─── Given data
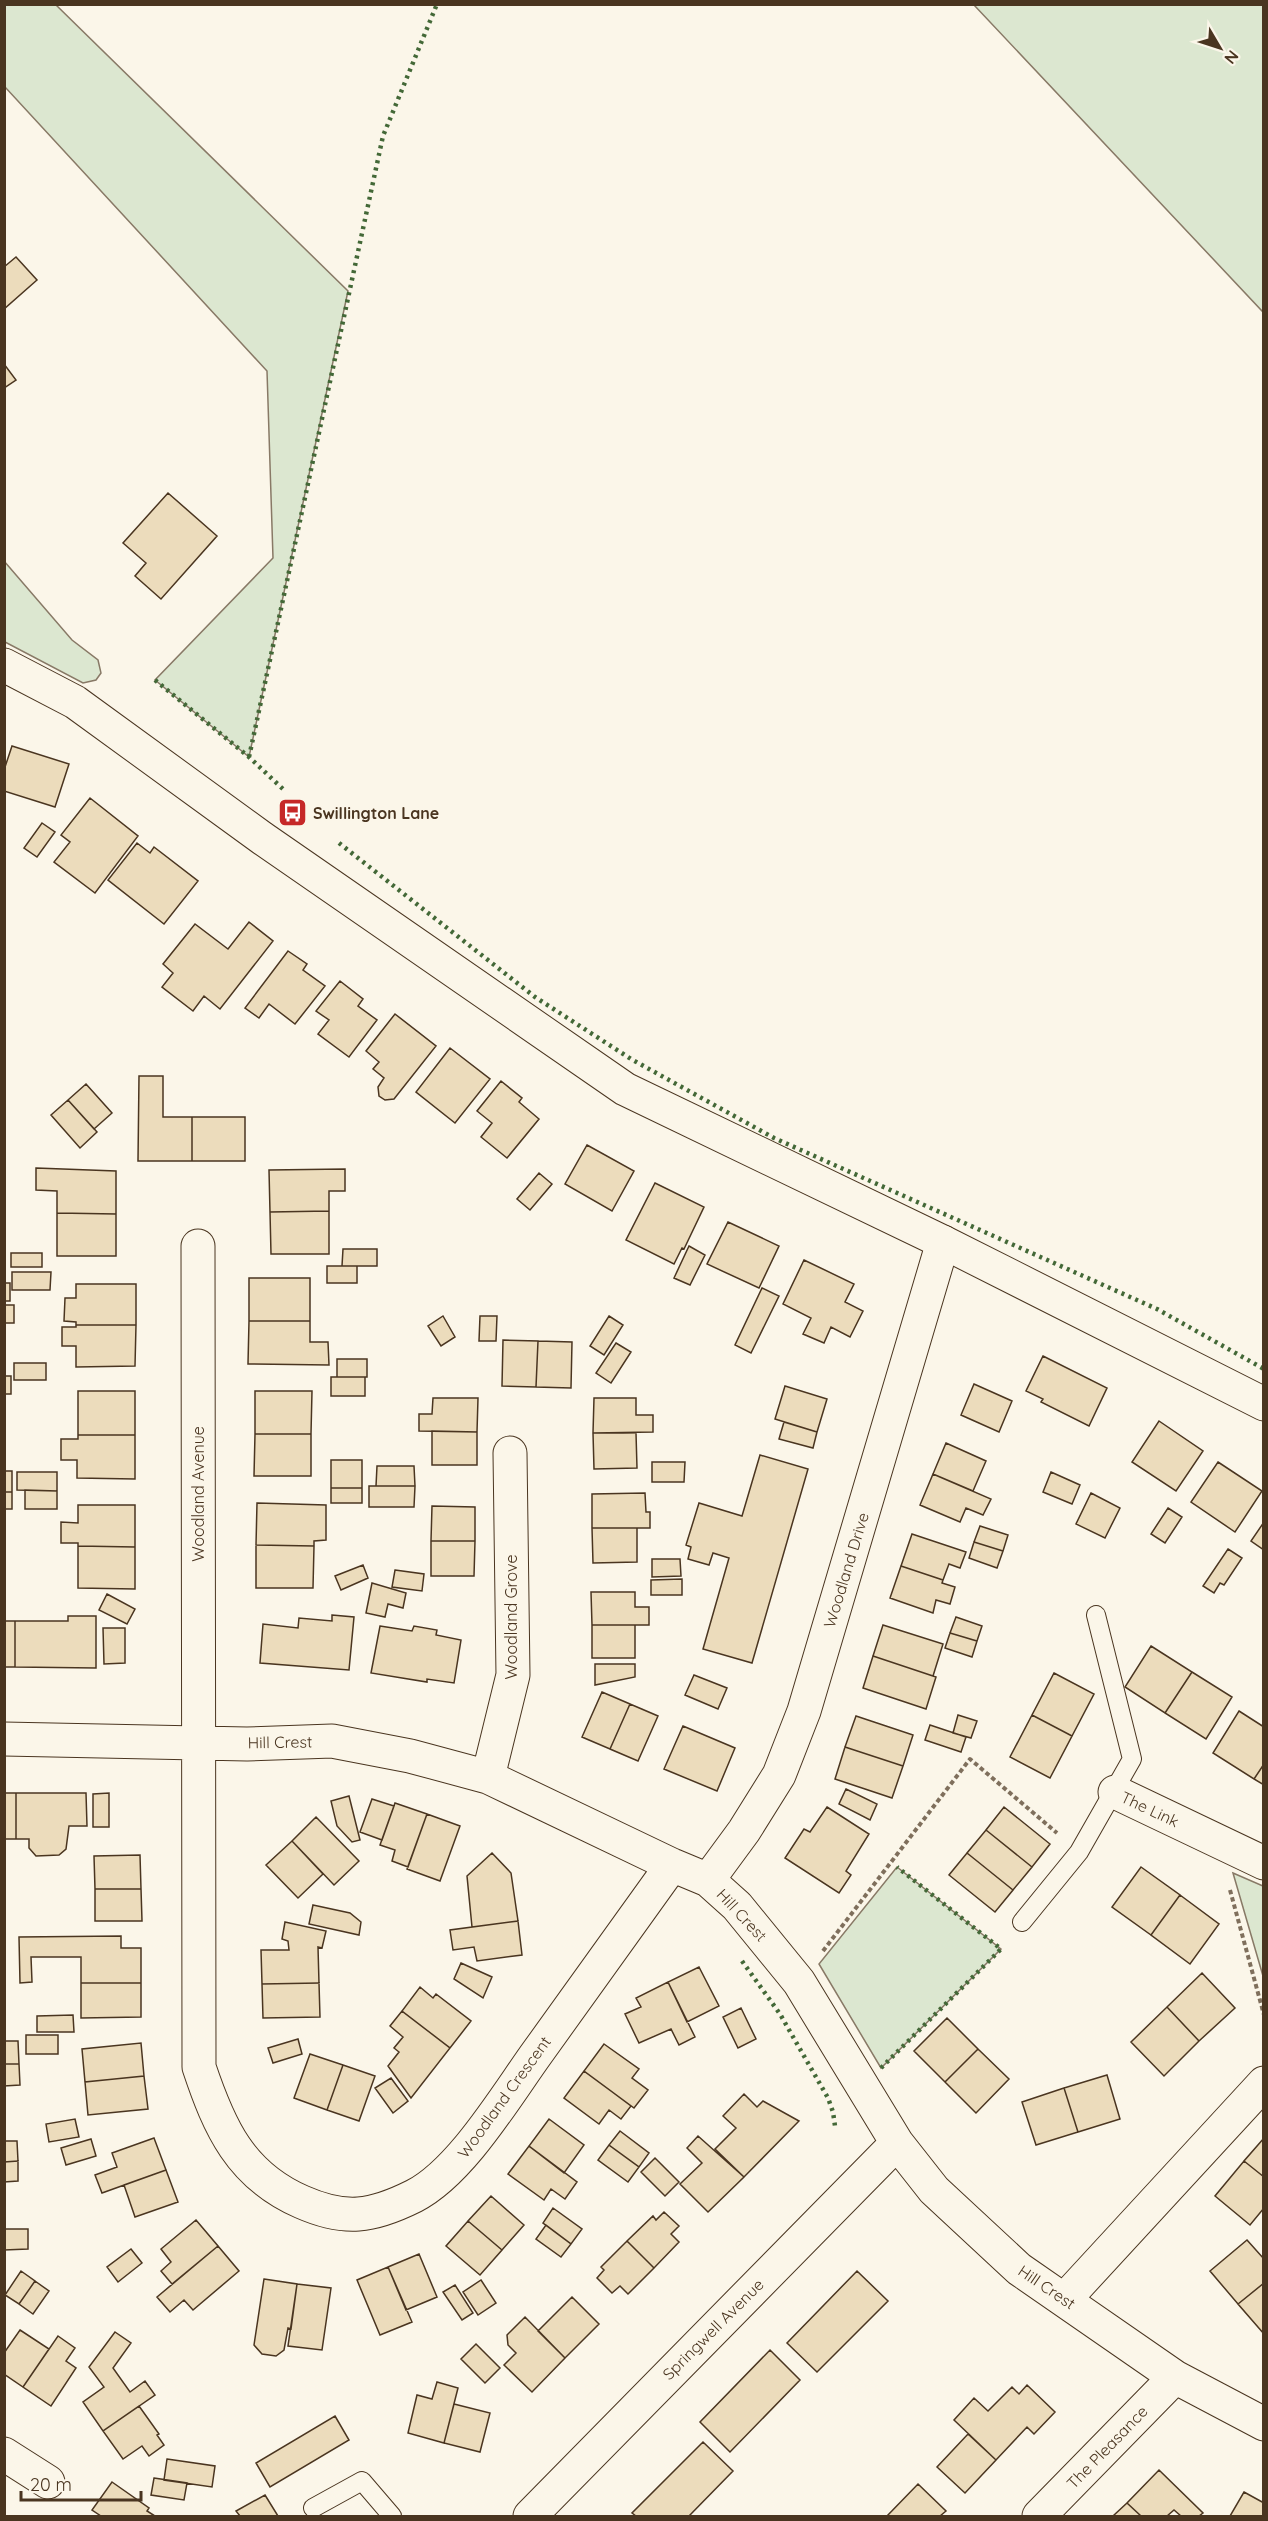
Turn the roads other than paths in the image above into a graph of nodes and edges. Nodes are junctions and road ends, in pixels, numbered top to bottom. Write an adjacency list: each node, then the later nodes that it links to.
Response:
1 (4, 665): 2 (street)
2 (943, 1242): 4 (street); 13 (street, Woodland Drive)
3 (198, 1246): 8 (street, Woodland Avenue)
4 (1263, 1404)
5 (510, 1453): 9 (street, Woodland Grove)
6 (1096, 1615): 10 (lane)
7 (4, 1738): 8 (street, Hill Crest)
8 (199, 1742): 9 (street, Hill Crest); 12 (street, Woodland Crescent)
9 (488, 1778): 12 (street, Hill Crest)
10 (1115, 1792): 11 (street, The Link); 14 (lane, The Link)
11 (1263, 1863)
12 (672, 1865): 13 (street, Hill Crest)
13 (708, 1880): 16 (street, Hill Crest)
14 (1022, 1922)
15 (1263, 2084): 17 (street)
16 (897, 2143): 17 (street, Hill Crest); 24 (street, Springwell Avenue)
17 (1065, 2299): 18 (street, Hill Crest)
18 (1175, 2377): 19 (street, Hill Crest); 25 (street, The Pleasance)
19 (1263, 2424)
20 (4, 2454): 21 (street)
21 (48, 2482)
22 (313, 2508): 23 (lane)
23 (392, 2517)
24 (530, 2517)
25 (1039, 2517)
──────
Print every record exactly, without the pictures.

Turn the roads other than paths in the image above into a graph of nodes and edges. Nodes are junctions and road ends, in pixels, numbered top to bottom. Write an adjacency list: each node, then the later nodes that it links to.
Response:
1 (4, 665): 2 (street)
2 (943, 1242): 4 (street); 13 (street, Woodland Drive)
3 (198, 1246): 8 (street, Woodland Avenue)
4 (1263, 1404)
5 (510, 1453): 9 (street, Woodland Grove)
6 (1096, 1615): 10 (lane)
7 (4, 1738): 8 (street, Hill Crest)
8 (199, 1742): 9 (street, Hill Crest); 12 (street, Woodland Crescent)
9 (488, 1778): 12 (street, Hill Crest)
10 (1115, 1792): 11 (street, The Link); 14 (lane, The Link)
11 (1263, 1863)
12 (672, 1865): 13 (street, Hill Crest)
13 (708, 1880): 16 (street, Hill Crest)
14 (1022, 1922)
15 (1263, 2084): 17 (street)
16 (897, 2143): 17 (street, Hill Crest); 24 (street, Springwell Avenue)
17 (1065, 2299): 18 (street, Hill Crest)
18 (1175, 2377): 19 (street, Hill Crest); 25 (street, The Pleasance)
19 (1263, 2424)
20 (4, 2454): 21 (street)
21 (48, 2482)
22 (313, 2508): 23 (lane)
23 (392, 2517)
24 (530, 2517)
25 (1039, 2517)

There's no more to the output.